# WORK TASK:
Your answer must be an exact copy of the records below, minus any images.

Records contained in a dataset

#####

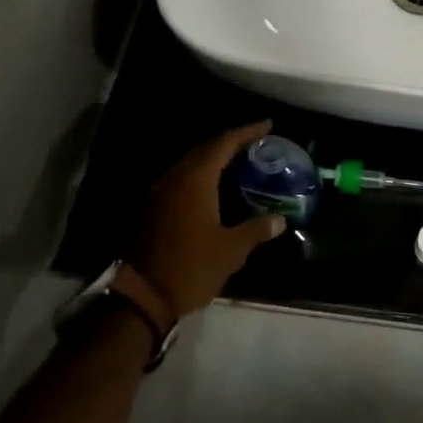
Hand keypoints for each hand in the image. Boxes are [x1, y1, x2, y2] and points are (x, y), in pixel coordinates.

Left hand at [128, 121, 284, 318]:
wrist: (142, 297)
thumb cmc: (191, 267)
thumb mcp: (231, 250)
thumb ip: (256, 229)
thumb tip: (279, 219)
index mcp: (195, 180)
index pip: (224, 144)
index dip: (246, 132)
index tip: (267, 125)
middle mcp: (175, 178)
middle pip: (205, 149)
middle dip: (231, 142)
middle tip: (256, 142)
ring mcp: (161, 193)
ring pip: (191, 163)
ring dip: (215, 158)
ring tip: (240, 160)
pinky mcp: (154, 209)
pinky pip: (183, 179)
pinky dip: (202, 174)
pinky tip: (216, 186)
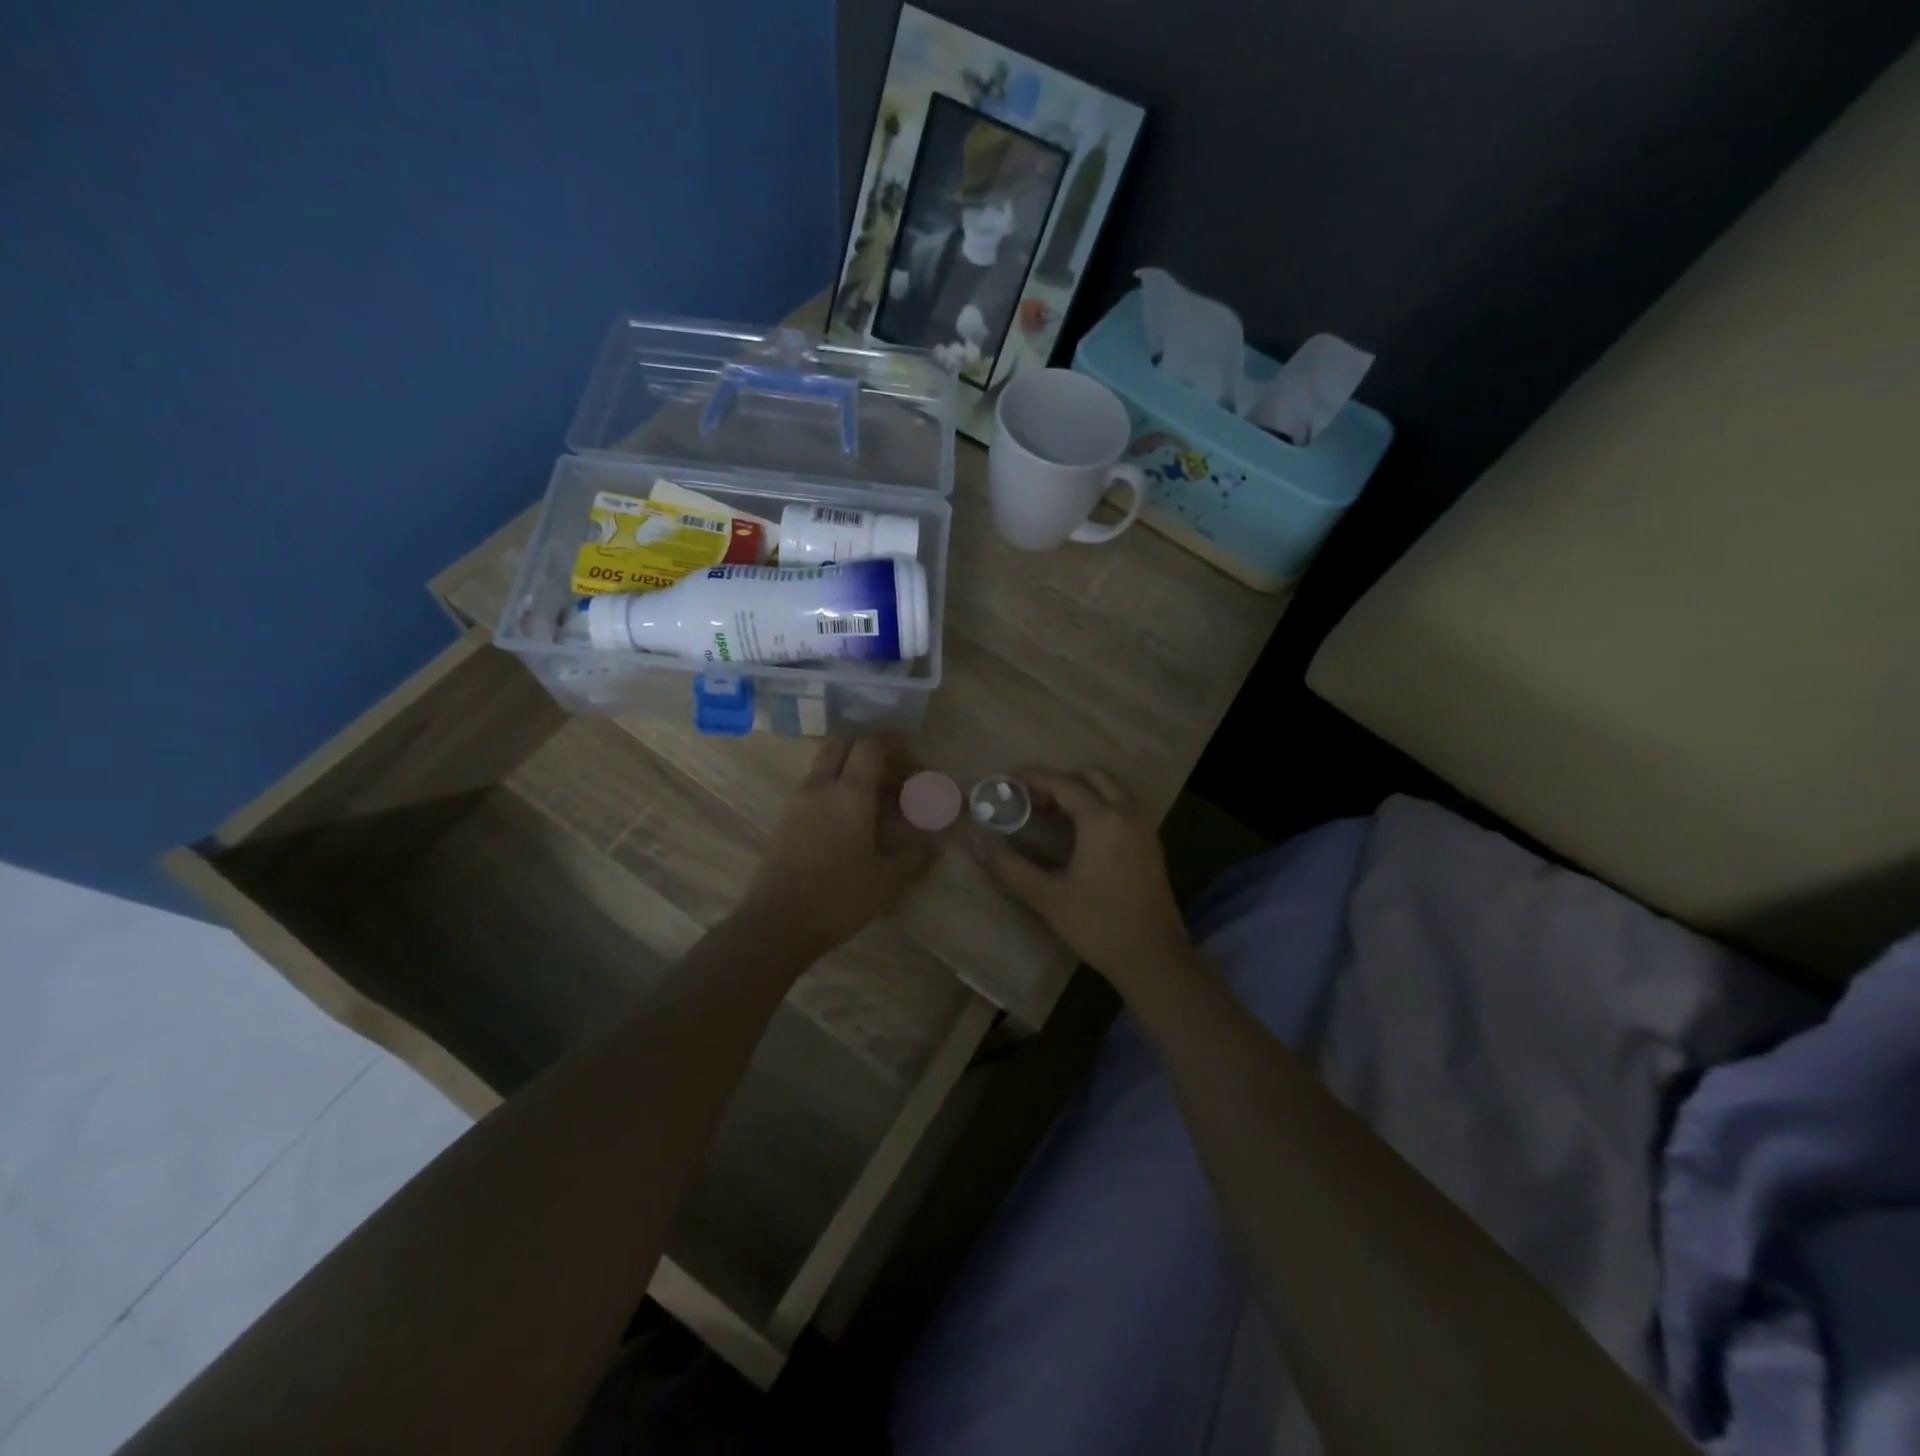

#####

# SOLUTION FOR THIS PROBLEM:
Hand keypoints for each hand in the image. Boxes are [x1, y1, x2, y2] and points are (x, y), in pixel coordinates.

Left hand at [128, 121, 284, 318]:
wrist: (142, 297)
thumb cmc: (191, 267)
thumb mcp: (231, 250)
thumb ip: (256, 229)
thumb tip: (279, 219)
index mcp: (195, 180)
index pip: (224, 144)
index dip: (246, 132)
index tip: (267, 125)
middle mcp: (175, 178)
middle pip: (205, 149)
middle dip: (231, 142)
middle tip: (256, 142)
ring mcp: (161, 193)
ring pip: (191, 163)
ring dip: (215, 158)
ring tip: (240, 160)
pinky mcp: (154, 209)
pinky pip: (183, 179)
pinky dip: (202, 174)
pinky tip: (216, 186)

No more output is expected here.